■ TO DO ■
Every entry should be returned unchanged, with the pictures omitted.

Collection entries
==*==

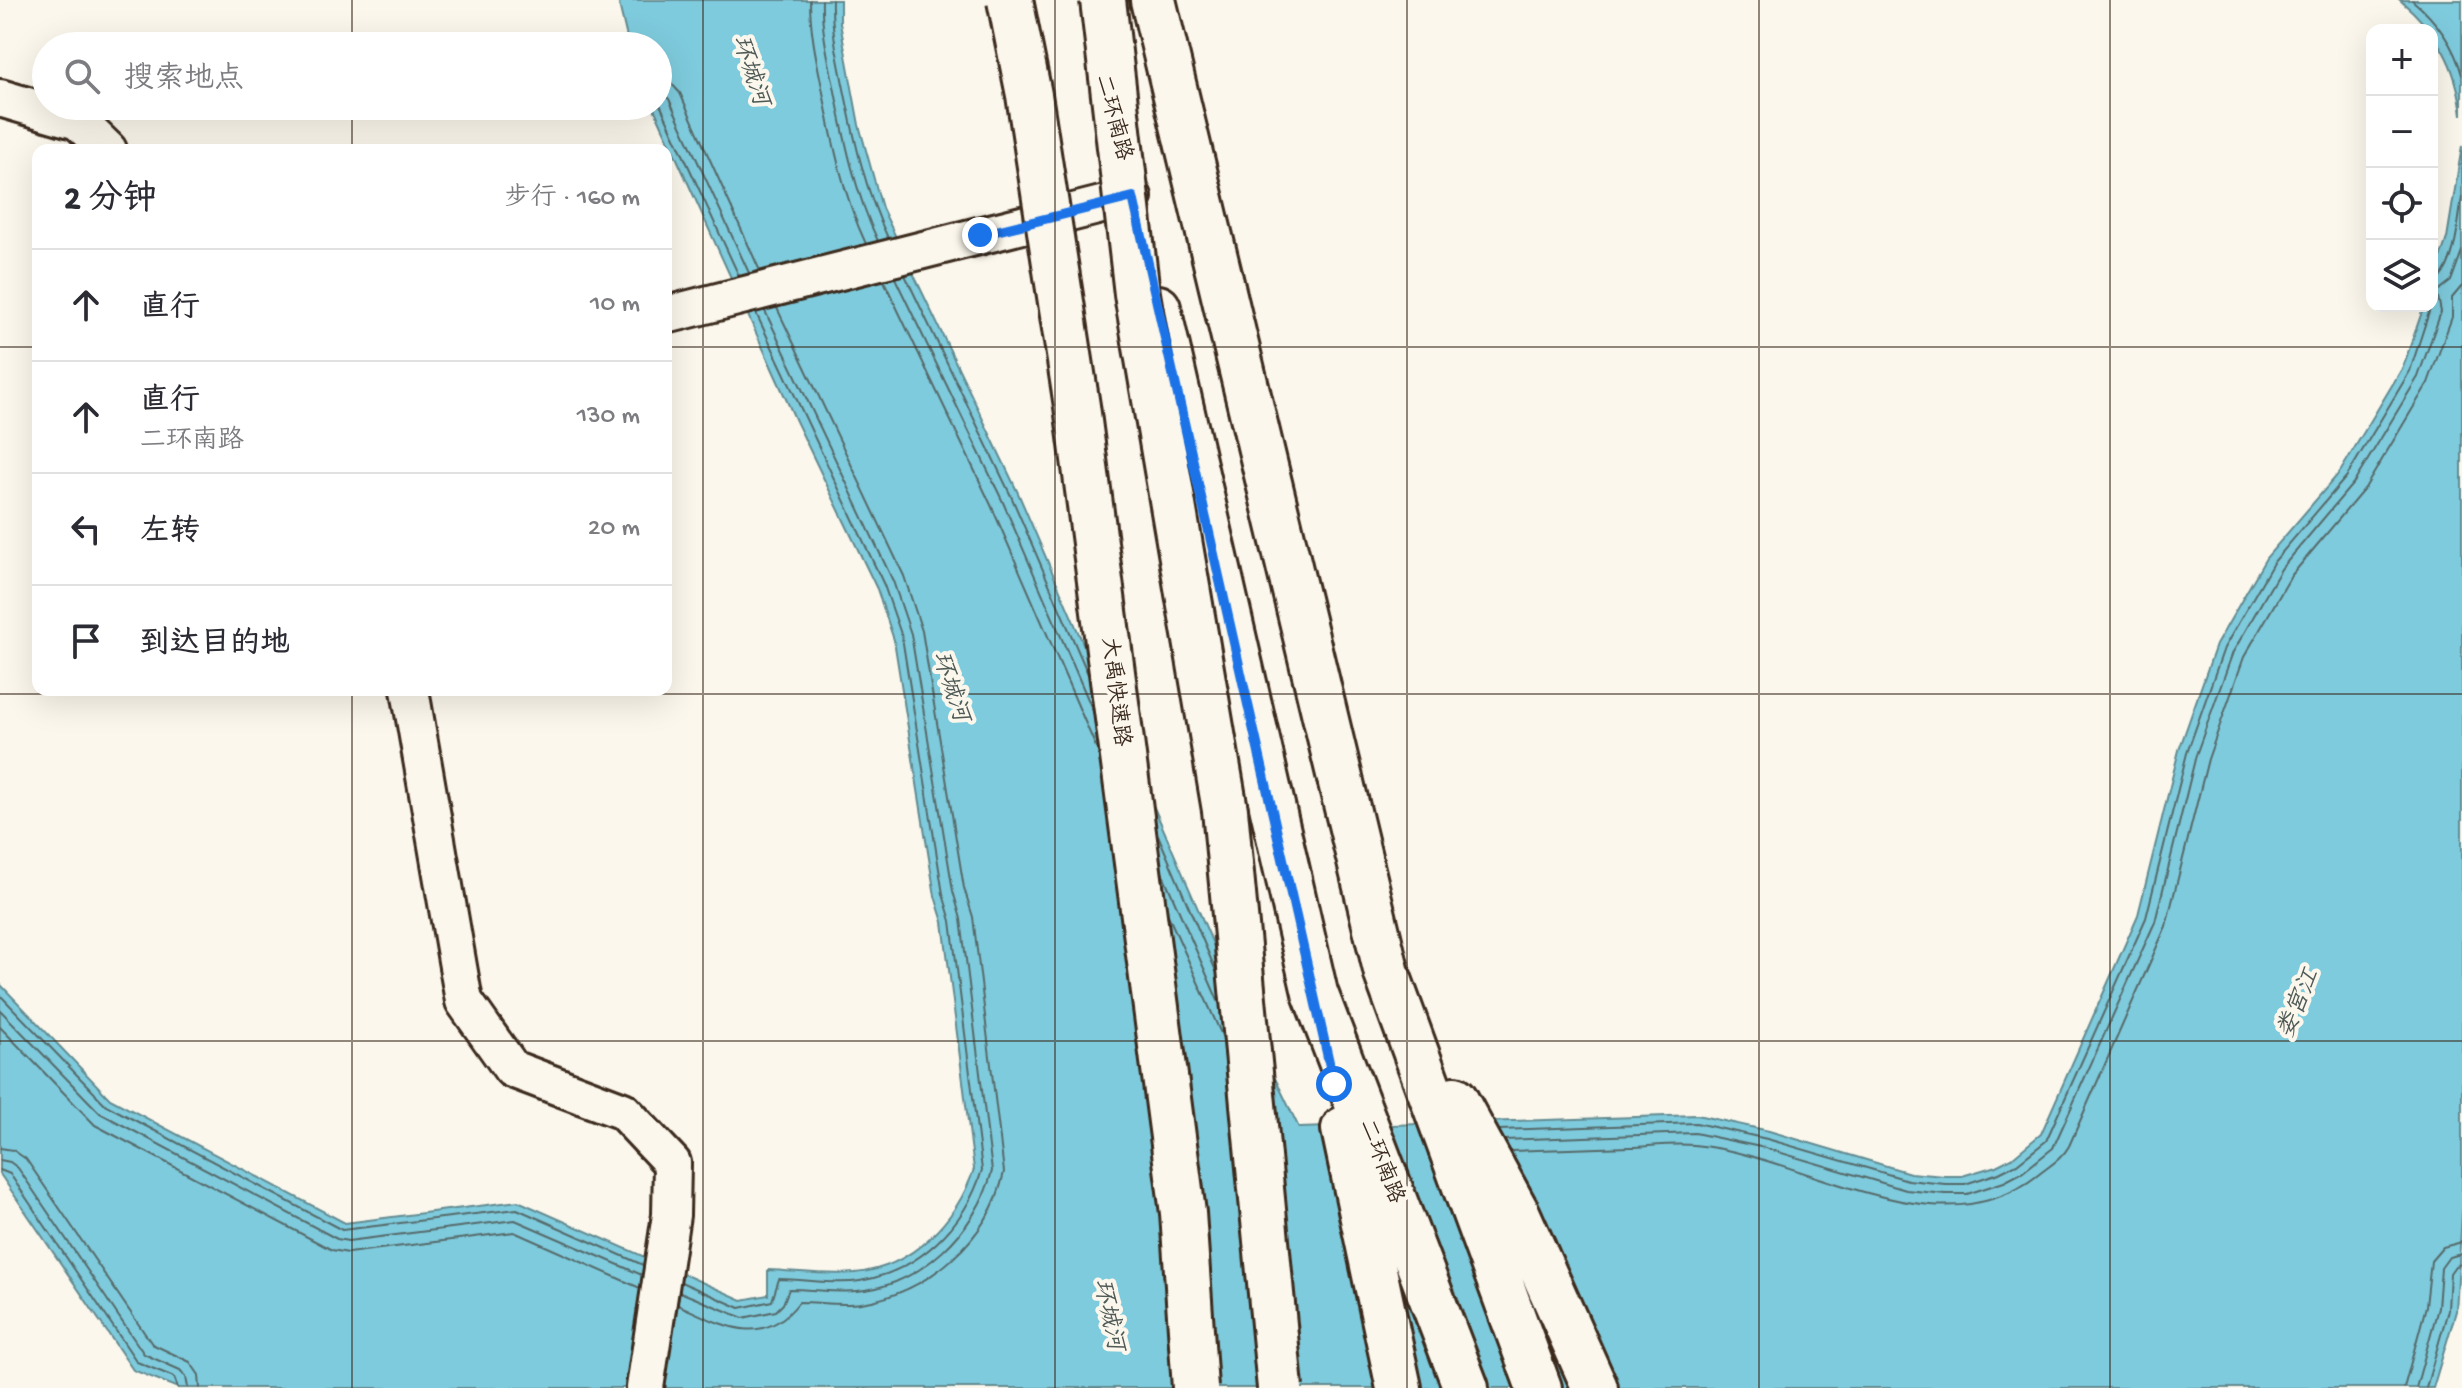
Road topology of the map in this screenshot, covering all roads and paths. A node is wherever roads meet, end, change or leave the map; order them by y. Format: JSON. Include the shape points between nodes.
{"nodes":[{"id":1,"x":1010,"y":0,"type":"edge"},
{"id":2,"x":1081,"y":0,"type":"edge"},
{"id":3,"x":1103,"y":0,"type":"edge"},
{"id":4,"x":1153,"y":0,"type":"edge"},
{"id":5,"x":0,"y":98,"type":"edge"},
{"id":6,"x":32,"y":107,"type":"edge"},
{"id":7,"x":75,"y":120,"type":"edge"},
{"id":8,"x":102,"y":144,"type":"edge"},
{"id":9,"x":1133,"y":197,"type":"junction"},
{"id":10,"x":682,"y":310,"type":"edge"},
{"id":11,"x":411,"y":696,"type":"edge"},
{"id":12,"x":1387,"y":974,"type":"junction"},
{"id":13,"x":1315,"y":993,"type":"junction"},
{"id":14,"x":645,"y":1388,"type":"edge"},
{"id":15,"x":1195,"y":1388,"type":"edge"},
{"id":16,"x":1280,"y":1388,"type":"edge"},
{"id":17,"x":1399,"y":1388,"type":"edge"},
{"id":18,"x":1466,"y":1388,"type":"edge"},
{"id":19,"x":1539,"y":1388,"type":"edge"},
{"id":20,"x":1595,"y":1388,"type":"edge"}],
"edges":[{"from":1,"to":15,"type":"main road","name":"大禹快速路","bridge":true,"via":[[1077,406],[1183,1213]]},
{"from":2,"to":9,"type":"main road","name":"二环南路"},
{"from":3,"to":16,"type":"main road","bridge":true,"via":[[1137,294],[1225,810]]},
{"from":4,"to":12,"type":"main road"},
{"from":5,"to":6,"type":"street"},
{"from":7,"to":8,"type":"street"},
{"from":9,"to":10,"type":"street"},
{"from":9,"to":13,"type":"main road","name":"二环南路"},
{"from":11,"to":14,"type":"street","via":[[464,1001],[512,1069],[623,1111],[672,1163],[671,1215]]},
{"from":12,"to":19,"type":"main road"},
{"from":12,"to":20,"type":"main road","via":[[1518,1215]]},
{"from":13,"to":17,"type":"main road"},
{"from":13,"to":18,"type":"main road","name":"二环南路"}]}
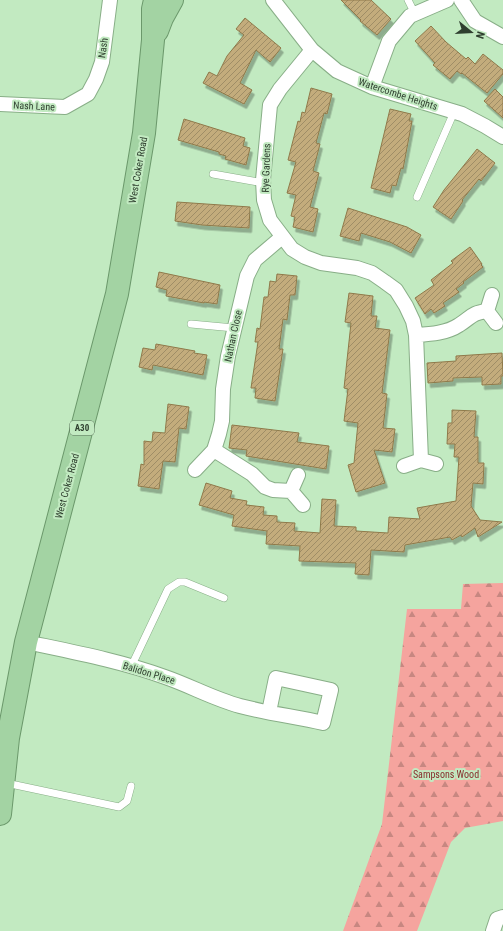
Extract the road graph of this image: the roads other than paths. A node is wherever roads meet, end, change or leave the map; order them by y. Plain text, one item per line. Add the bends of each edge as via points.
1 (110, 0) edge
2 (155, 0) edge
3 (172, 0) edge
4 (273, 0) edge
5 (408, 0) edge
6 (447, 0) edge
7 (461, 0) edge
8 (415, 14) junction
9 (503, 37) edge
10 (153, 40) junction
11 (312, 50) junction
12 (372, 88) junction
13 (88, 94) joint
14 (0, 104) edge
15 (454, 112) junction
16 (503, 137) edge
17 (213, 174) dead end
18 (264, 183) junction
19 (417, 197) dead end
20 (282, 237) junction
21 (492, 295) dead end
22 (487, 311) junction
23 (496, 323) dead end
24 (191, 324) dead end
25 (234, 328) junction
26 (416, 335) junction
27 (214, 450) junction
28 (420, 460) junction
29 (436, 464) dead end
30 (404, 466) dead end
31 (195, 470) dead end
32 (298, 475) dead end
33 (291, 491) junction
34 (303, 505) dead end
35 (224, 598) dead end
36 (26, 642) junction
37 (131, 667) junction
38 (269, 712) junction
39 (3, 783) junction
40 (132, 786) dead end
41 (0, 814) edge
42 (503, 917) edge
43 (493, 931) edge

1 - 13 street, Nash via 102,62
2 - 10 highway, West Coker Road / A30
3 - 10 highway, West Coker Road / A30
4 - 11 street, Watercombe Heights
5 - 8 lane
6 - 8 street
7 - 9 street via 475,21
8 - 12 street via 410,16 389,41
10 - 36 highway, West Coker Road / A30 via 144,133 117,294
11 - 12 street, Watercombe Heights via 337,71
11 - 18 street, Rye Gardens via 270,105
12 - 15 street, Watercombe Heights
13 - 14 street, Nash Lane via 65,107
15 - 16 street, Watercombe Heights
15 - 19 lane
17 - 18 lane
18 - 20 street, Rye Gardens via 264,200 270,220
20 - 25 street, Nathan Close via 255,260 247,276
20 - 26 street, Rye Gardens via 292,249 305,257 321,263 357,268 372,273 396,290 406,306
21 - 22 street
22 - 23 street
22 - 26 street via 476,312 448,330
24 - 25 lane
25 - 27 street, Nathan Close via 223,389 222,421
26 - 28 street, Rye Gardens
27 - 31 street, Nathan Close
27 - 33 street via 252,474 265,487
28 - 29 street
28 - 30 street
32 - 33 street
33 - 34 street
35 - 37 lane via 185,582 179,582 168,589
36 - 37 street, Balidon Place
36 - 39 highway, West Coker Road / A30 via 8,738
37 - 38 street, Balidon Place via 167,677 239,705
38 - 38 street, Balidon Place via 323,723 331,690 276,678
39 - 40 lane via 119,807 127,801
39 - 41 highway, West Coker Road / A30
42 - 43 street via 497,919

==*==

■ TASK OUTPUT ■
Road topology of the map in this screenshot, covering all roads and paths. A node is wherever roads meet, end, change or leave the map; order them by y. Format: JSON. Include the shape points between nodes.
{"nodes":[{"id":1,"x":1010,"y":0,"type":"edge"},
{"id":2,"x":1081,"y":0,"type":"edge"},
{"id":3,"x":1103,"y":0,"type":"edge"},
{"id":4,"x":1153,"y":0,"type":"edge"},
{"id":5,"x":0,"y":98,"type":"edge"},
{"id":6,"x":32,"y":107,"type":"edge"},
{"id":7,"x":75,"y":120,"type":"edge"},
{"id":8,"x":102,"y":144,"type":"edge"},
{"id":9,"x":1133,"y":197,"type":"junction"},
{"id":10,"x":682,"y":310,"type":"edge"},
{"id":11,"x":411,"y":696,"type":"edge"},
{"id":12,"x":1387,"y":974,"type":"junction"},
{"id":13,"x":1315,"y":993,"type":"junction"},
{"id":14,"x":645,"y":1388,"type":"edge"},
{"id":15,"x":1195,"y":1388,"type":"edge"},
{"id":16,"x":1280,"y":1388,"type":"edge"},
{"id":17,"x":1399,"y":1388,"type":"edge"},
{"id":18,"x":1466,"y":1388,"type":"edge"},
{"id":19,"x":1539,"y":1388,"type":"edge"},
{"id":20,"x":1595,"y":1388,"type":"edge"}],
"edges":[{"from":1,"to":15,"type":"main road","name":"大禹快速路","bridge":true,"via":[[1077,406],[1183,1213]]},
{"from":2,"to":9,"type":"main road","name":"二环南路"},
{"from":3,"to":16,"type":"main road","bridge":true,"via":[[1137,294],[1225,810]]},
{"from":4,"to":12,"type":"main road"},
{"from":5,"to":6,"type":"street"},
{"from":7,"to":8,"type":"street"},
{"from":9,"to":10,"type":"street"},
{"from":9,"to":13,"type":"main road","name":"二环南路"},
{"from":11,"to":14,"type":"street","via":[[464,1001],[512,1069],[623,1111],[672,1163],[671,1215]]},
{"from":12,"to":19,"type":"main road"},
{"from":12,"to":20,"type":"main road","via":[[1518,1215]]},
{"from":13,"to":17,"type":"main road"},
{"from":13,"to":18,"type":"main road","name":"二环南路"}]}
Extract the road graph of this image: the roads other than paths. A node is wherever roads meet, end, change or leave the map; order them by y. Plain text, one item per line. Add the bends of each edge as via points.
1 (110, 0) edge
2 (155, 0) edge
3 (172, 0) edge
4 (273, 0) edge
5 (408, 0) edge
6 (447, 0) edge
7 (461, 0) edge
8 (415, 14) junction
9 (503, 37) edge
10 (153, 40) junction
11 (312, 50) junction
12 (372, 88) junction
13 (88, 94) joint
14 (0, 104) edge
15 (454, 112) junction
16 (503, 137) edge
17 (213, 174) dead end
18 (264, 183) junction
19 (417, 197) dead end
20 (282, 237) junction
21 (492, 295) dead end
22 (487, 311) junction
23 (496, 323) dead end
24 (191, 324) dead end
25 (234, 328) junction
26 (416, 335) junction
27 (214, 450) junction
28 (420, 460) junction
29 (436, 464) dead end
30 (404, 466) dead end
31 (195, 470) dead end
32 (298, 475) dead end
33 (291, 491) junction
34 (303, 505) dead end
35 (224, 598) dead end
36 (26, 642) junction
37 (131, 667) junction
38 (269, 712) junction
39 (3, 783) junction
40 (132, 786) dead end
41 (0, 814) edge
42 (503, 917) edge
43 (493, 931) edge

1 - 13 street, Nash via 102,62
2 - 10 highway, West Coker Road / A30
3 - 10 highway, West Coker Road / A30
4 - 11 street, Watercombe Heights
5 - 8 lane
6 - 8 street
7 - 9 street via 475,21
8 - 12 street via 410,16 389,41
10 - 36 highway, West Coker Road / A30 via 144,133 117,294
11 - 12 street, Watercombe Heights via 337,71
11 - 18 street, Rye Gardens via 270,105
12 - 15 street, Watercombe Heights
13 - 14 street, Nash Lane via 65,107
15 - 16 street, Watercombe Heights
15 - 19 lane
17 - 18 lane
18 - 20 street, Rye Gardens via 264,200 270,220
20 - 25 street, Nathan Close via 255,260 247,276
20 - 26 street, Rye Gardens via 292,249 305,257 321,263 357,268 372,273 396,290 406,306
21 - 22 street
22 - 23 street
22 - 26 street via 476,312 448,330
24 - 25 lane
25 - 27 street, Nathan Close via 223,389 222,421
26 - 28 street, Rye Gardens
27 - 31 street, Nathan Close
27 - 33 street via 252,474 265,487
28 - 29 street
28 - 30 street
32 - 33 street
33 - 34 street
35 - 37 lane via 185,582 179,582 168,589
36 - 37 street, Balidon Place
36 - 39 highway, West Coker Road / A30 via 8,738
37 - 38 street, Balidon Place via 167,677 239,705
38 - 38 street, Balidon Place via 323,723 331,690 276,678
39 - 40 lane via 119,807 127,801
39 - 41 highway, West Coker Road / A30
42 - 43 street via 497,919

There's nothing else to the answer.